Background
Key Pain Points
- Reporting the results of a match is
- slow,
- error-prone,
- requires a printer and paper cutter,
- difficult to scale to larger event sizes, due to the staff needed to distribute and collect the paper result slips
- Informing players of their match pairings creates a problematic crowd-flow bottleneck around central lists of printed matches posted around the event area, especially as scale increases.
- Registering players takes time that limited local game store staff could be using to help paying customers complete their purchases.
From this, I decided to test transitioning away from printed communication entirely, instead imagining an integrated digital system for delivering and receiving match data via the new product. This system must:
- Allow for players to receive and send match data digitally, reducing the logistical burden of paper communication in events.
- Allow for retailers to register players faster, so they can focus on serving paying customers instead.
The scope of this solution was outside of the planned roadmap for EventLink, but I believed in the potential positive impacts of creating a two-product system and began work on a pitch for what would become Magic Companion, in my down-time.

Methods
Design Discovery
I started by mapping the User Journey of our Players and the Organizer personas through the process of a Magic event. The map I had already created for EventLink was primarily focused on the retailer persona and their experience running an event. For this User Journey diagram I went back over the data we had already collected and started looking at it from the Player perspective primarily. I made the following simplified User Journey Diagram, highlighting points where Players and Retailers communicate.
Companion User Journey Diagram
Prototype
Core Functionality
First, I defined the core testable functionality as features that directly addressed the pain points found in our research. They were:
- Allow players to join events using the Event Code.
- Allow players to learn who their opponent is via the app.
- Allow players to report the results of their matches via the app.
As this was a pitch prototype, I was free to imagine a future state of the product with a larger scope. I also included features with the following abilities:
- Allow players to find events near them using either a Search and Map feature.
- Allow players to save stores to view their events preferentially when searching for events.
- Allow a player to Host their own events from their phone.
With the go-ahead confirmed from our product leadership, I started work on a pitch prototype (see below).
Outcome
I drafted the initial product pitch and presented it to product, and eventually organization leadership and it was met with enthusiasm at each level, and the product was approved for initial development. I was still in charge of the EventLink design team and that was taking the majority of my time, so I instead helped hire and train a new designer to join 3 engineers on the brand new Magic Companion team.

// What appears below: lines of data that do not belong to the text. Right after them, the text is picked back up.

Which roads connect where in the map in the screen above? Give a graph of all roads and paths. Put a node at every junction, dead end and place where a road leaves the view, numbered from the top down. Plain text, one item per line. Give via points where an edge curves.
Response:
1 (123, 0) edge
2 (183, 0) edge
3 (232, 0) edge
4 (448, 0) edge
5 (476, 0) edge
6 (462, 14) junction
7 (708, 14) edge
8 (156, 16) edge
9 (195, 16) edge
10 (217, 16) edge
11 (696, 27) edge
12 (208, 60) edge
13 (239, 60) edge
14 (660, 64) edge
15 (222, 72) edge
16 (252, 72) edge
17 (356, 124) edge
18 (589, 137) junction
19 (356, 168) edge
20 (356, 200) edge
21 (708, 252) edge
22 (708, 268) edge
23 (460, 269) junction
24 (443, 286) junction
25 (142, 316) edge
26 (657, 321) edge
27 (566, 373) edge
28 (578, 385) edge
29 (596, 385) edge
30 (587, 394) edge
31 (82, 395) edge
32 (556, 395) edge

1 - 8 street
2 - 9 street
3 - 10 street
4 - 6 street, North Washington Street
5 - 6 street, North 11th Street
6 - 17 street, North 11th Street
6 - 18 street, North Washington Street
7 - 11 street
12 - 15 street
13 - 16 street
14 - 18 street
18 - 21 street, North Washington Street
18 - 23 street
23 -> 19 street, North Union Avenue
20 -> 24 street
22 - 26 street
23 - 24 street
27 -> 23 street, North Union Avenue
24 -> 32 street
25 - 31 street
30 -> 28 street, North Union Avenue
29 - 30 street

Over the course of the next year, the Companion and EventLink teams worked in close collaboration to create a unified player-retailer experience. Companion was launched in early 2020 in advance of EventLink, and it was met with significant success. The broad acceptance of the new event management system lead to each of the stretch goals that were included in my original pitch (Event Search, Event Map, Host Mode) were eventually added to the full, feature complete Companion app.